## The problem
Write out each line of the entries below that holds the word "this".

## Collected data
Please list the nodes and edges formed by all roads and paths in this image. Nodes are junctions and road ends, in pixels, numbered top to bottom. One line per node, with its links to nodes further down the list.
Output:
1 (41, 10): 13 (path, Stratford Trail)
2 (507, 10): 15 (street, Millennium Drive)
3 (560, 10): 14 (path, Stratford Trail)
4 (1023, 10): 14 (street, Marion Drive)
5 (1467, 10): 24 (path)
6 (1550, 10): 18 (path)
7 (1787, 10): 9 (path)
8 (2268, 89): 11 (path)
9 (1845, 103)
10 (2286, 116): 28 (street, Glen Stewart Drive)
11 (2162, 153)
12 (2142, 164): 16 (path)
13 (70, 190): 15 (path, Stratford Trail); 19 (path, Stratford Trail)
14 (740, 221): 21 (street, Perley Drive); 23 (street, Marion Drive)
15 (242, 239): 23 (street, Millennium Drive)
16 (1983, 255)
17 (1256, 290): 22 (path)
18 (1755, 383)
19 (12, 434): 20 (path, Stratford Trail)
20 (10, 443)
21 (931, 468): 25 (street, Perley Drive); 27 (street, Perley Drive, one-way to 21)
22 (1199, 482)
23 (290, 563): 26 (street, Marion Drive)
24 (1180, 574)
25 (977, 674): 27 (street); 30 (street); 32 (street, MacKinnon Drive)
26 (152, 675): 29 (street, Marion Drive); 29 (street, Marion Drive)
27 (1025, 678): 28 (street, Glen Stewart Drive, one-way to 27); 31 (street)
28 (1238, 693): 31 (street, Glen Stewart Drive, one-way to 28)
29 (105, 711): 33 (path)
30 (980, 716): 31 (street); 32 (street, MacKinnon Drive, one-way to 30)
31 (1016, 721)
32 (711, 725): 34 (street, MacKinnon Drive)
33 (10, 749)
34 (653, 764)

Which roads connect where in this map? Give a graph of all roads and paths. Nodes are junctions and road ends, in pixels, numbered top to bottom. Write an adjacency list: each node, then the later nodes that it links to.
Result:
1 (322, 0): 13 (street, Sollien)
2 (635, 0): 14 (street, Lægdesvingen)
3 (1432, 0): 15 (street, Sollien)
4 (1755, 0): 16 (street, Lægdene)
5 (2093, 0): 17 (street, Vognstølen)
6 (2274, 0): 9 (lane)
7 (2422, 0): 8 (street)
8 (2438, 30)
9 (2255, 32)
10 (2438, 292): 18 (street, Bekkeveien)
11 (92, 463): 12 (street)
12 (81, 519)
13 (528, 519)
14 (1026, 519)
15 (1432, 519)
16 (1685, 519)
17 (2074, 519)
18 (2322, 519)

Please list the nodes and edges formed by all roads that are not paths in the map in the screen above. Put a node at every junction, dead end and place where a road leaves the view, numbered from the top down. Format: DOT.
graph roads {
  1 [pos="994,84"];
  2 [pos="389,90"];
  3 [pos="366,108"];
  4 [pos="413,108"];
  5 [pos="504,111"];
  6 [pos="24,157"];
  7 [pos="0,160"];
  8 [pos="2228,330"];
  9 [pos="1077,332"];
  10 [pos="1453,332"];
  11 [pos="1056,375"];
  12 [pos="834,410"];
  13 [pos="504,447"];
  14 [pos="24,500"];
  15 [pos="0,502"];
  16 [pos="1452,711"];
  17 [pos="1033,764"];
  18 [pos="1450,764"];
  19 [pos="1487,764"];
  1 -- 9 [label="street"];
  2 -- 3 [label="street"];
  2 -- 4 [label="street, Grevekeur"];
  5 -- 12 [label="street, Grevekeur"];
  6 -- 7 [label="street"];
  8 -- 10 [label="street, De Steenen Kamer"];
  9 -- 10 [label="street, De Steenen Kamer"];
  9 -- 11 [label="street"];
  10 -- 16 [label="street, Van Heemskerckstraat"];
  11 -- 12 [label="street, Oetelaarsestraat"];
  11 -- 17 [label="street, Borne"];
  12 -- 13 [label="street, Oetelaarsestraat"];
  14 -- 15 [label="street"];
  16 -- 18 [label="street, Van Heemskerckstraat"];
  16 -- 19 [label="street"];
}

## Task answer
Please list the nodes and edges formed by all roads and paths in this image. Nodes are junctions and road ends, in pixels, numbered top to bottom. One line per node, with its links to nodes further down the list.
Which roads connect where in this map? Give a graph of all roads and paths. Nodes are junctions and road ends, in pixels, numbered top to bottom. Write an adjacency list: each node, then the later nodes that it links to.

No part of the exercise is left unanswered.